_Task details:_ Copy exactly, and only, the lines from the one containing "pinky tip: (814, 1052)" through the last line of the records below.

Images with keypoint coordinates:
----
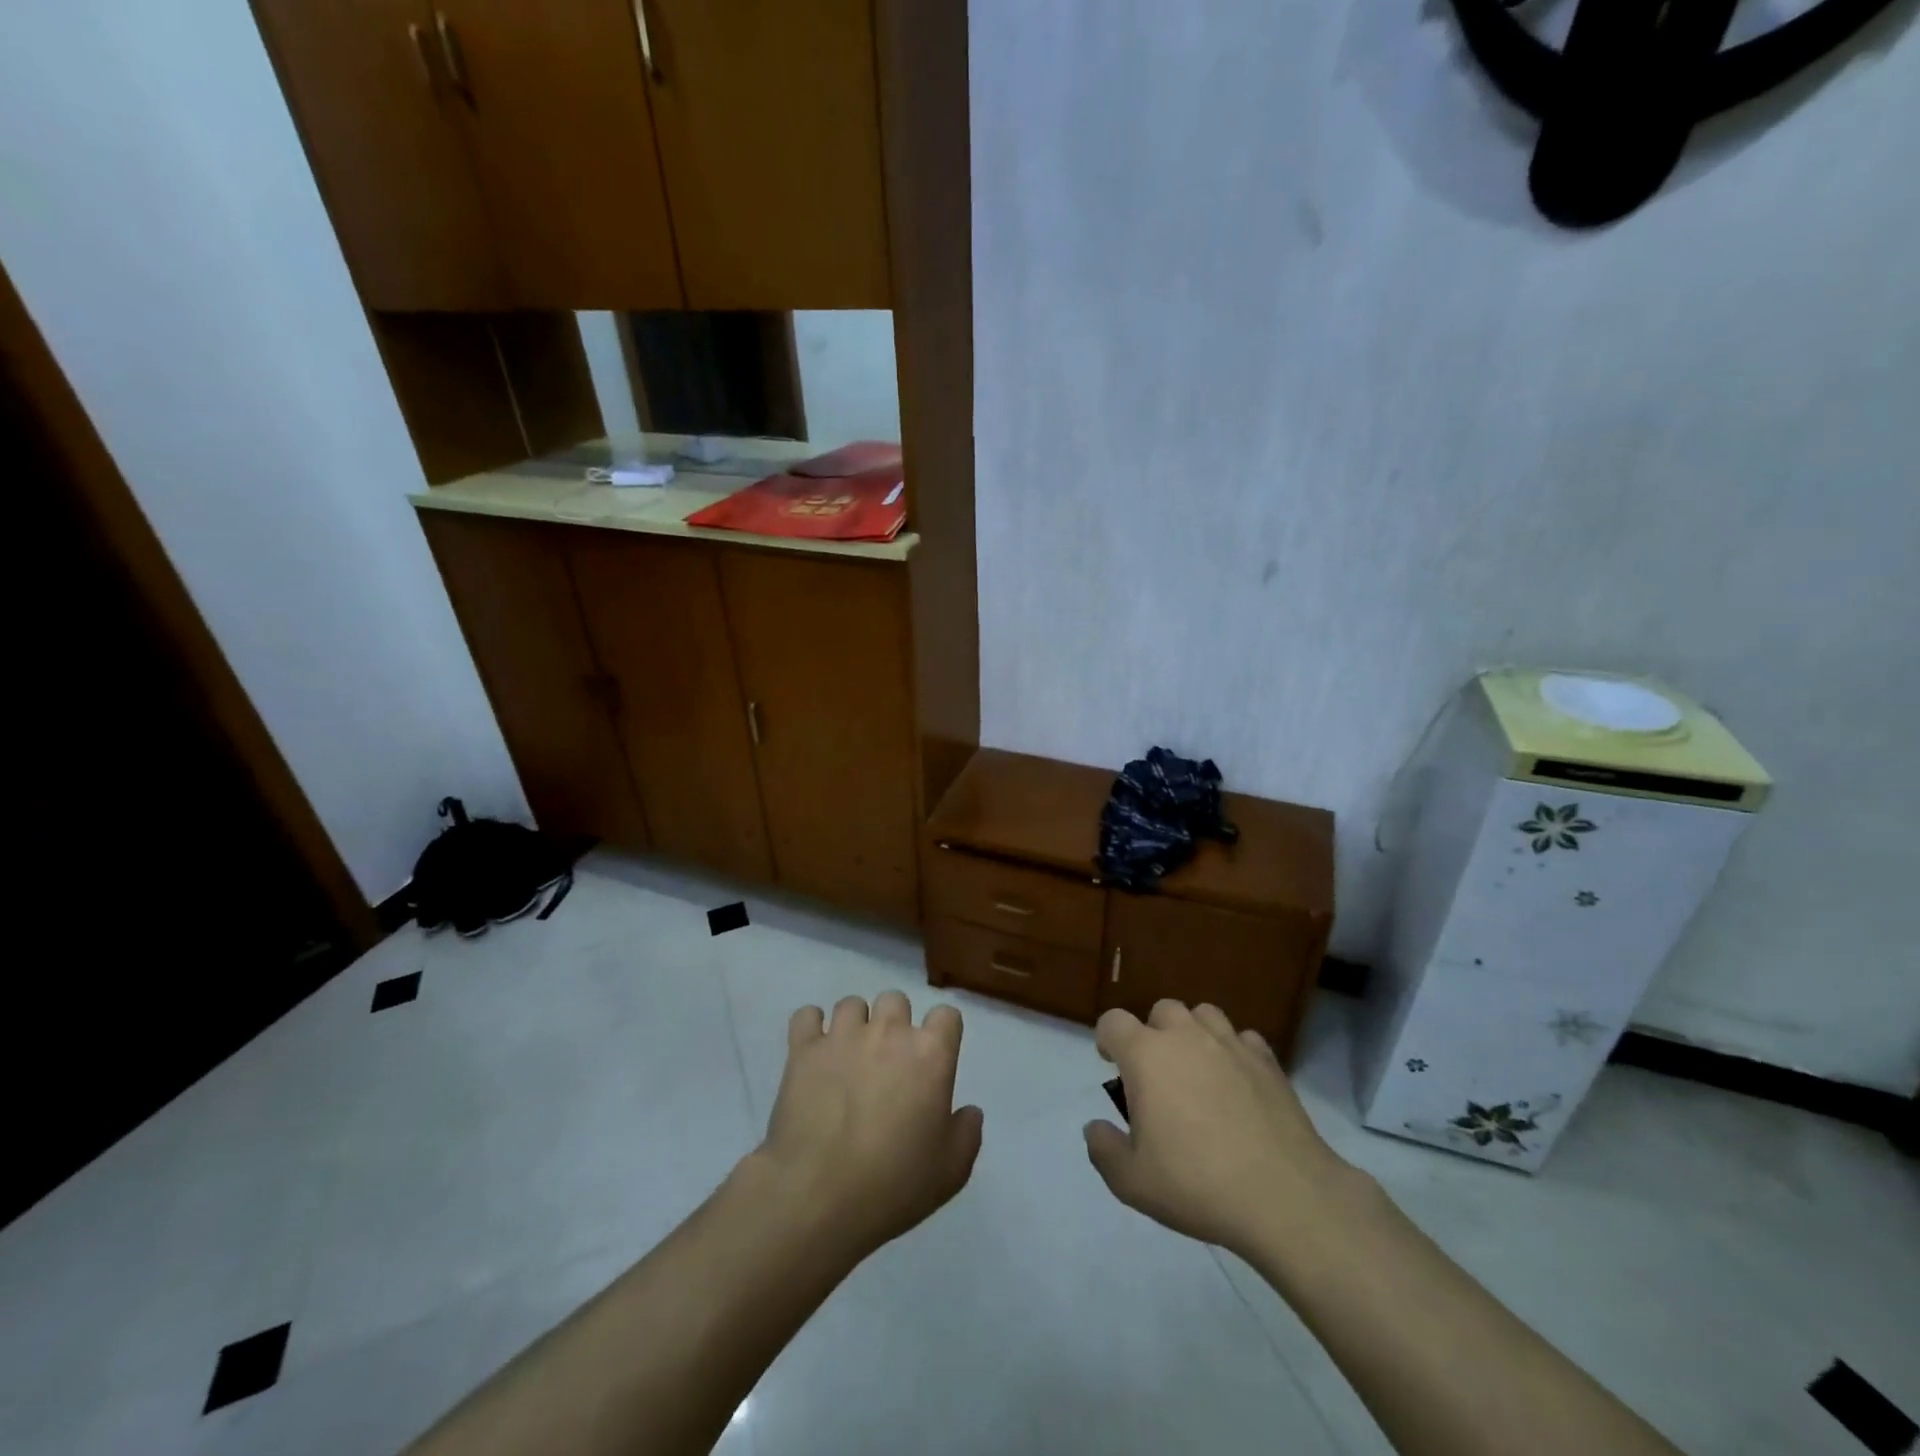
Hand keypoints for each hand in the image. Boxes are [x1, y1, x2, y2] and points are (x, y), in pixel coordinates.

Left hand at [752, 991, 982, 1261]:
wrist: (819, 1195)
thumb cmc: (893, 1184)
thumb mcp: (951, 1171)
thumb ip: (967, 1133)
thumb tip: (969, 1111)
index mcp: (930, 1054)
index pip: (946, 1016)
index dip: (942, 1034)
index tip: (934, 1059)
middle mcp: (889, 1032)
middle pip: (896, 1000)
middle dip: (895, 1024)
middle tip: (888, 1062)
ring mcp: (844, 1035)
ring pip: (852, 1004)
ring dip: (855, 1025)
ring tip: (848, 1057)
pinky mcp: (804, 1048)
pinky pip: (807, 1016)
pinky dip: (811, 1028)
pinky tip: (814, 1052)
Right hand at [1083, 1000, 1356, 1255]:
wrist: (1284, 1198)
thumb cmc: (1198, 1184)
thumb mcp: (1133, 1182)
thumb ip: (1104, 1150)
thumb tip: (1095, 1127)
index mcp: (1146, 1056)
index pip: (1113, 1021)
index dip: (1107, 1039)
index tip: (1112, 1064)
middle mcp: (1186, 1037)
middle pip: (1162, 1010)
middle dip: (1154, 1033)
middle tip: (1158, 1074)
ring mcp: (1230, 1044)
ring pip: (1204, 1014)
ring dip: (1194, 1033)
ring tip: (1198, 1070)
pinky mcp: (1268, 1060)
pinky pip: (1243, 1039)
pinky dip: (1235, 1052)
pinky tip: (1238, 1083)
----
_Solution to this exercise:_
pinky tip: (814, 1052)
Right hand at [1083, 1000, 1356, 1255]:
wrist: (1284, 1198)
thumb cmc: (1198, 1184)
thumb mcp: (1133, 1182)
thumb ip: (1104, 1150)
thumb tip: (1095, 1127)
index mcp: (1146, 1056)
index pip: (1113, 1021)
index dip: (1107, 1039)
index tip: (1112, 1064)
middle mcp: (1186, 1037)
middle pip: (1162, 1010)
middle dip: (1154, 1033)
middle tip: (1158, 1074)
ring mcp: (1230, 1044)
ring pip: (1204, 1014)
ring dip: (1194, 1033)
ring tip: (1198, 1070)
pinky mcp: (1268, 1060)
pinky pip: (1243, 1039)
pinky dip: (1235, 1052)
pinky tip: (1238, 1083)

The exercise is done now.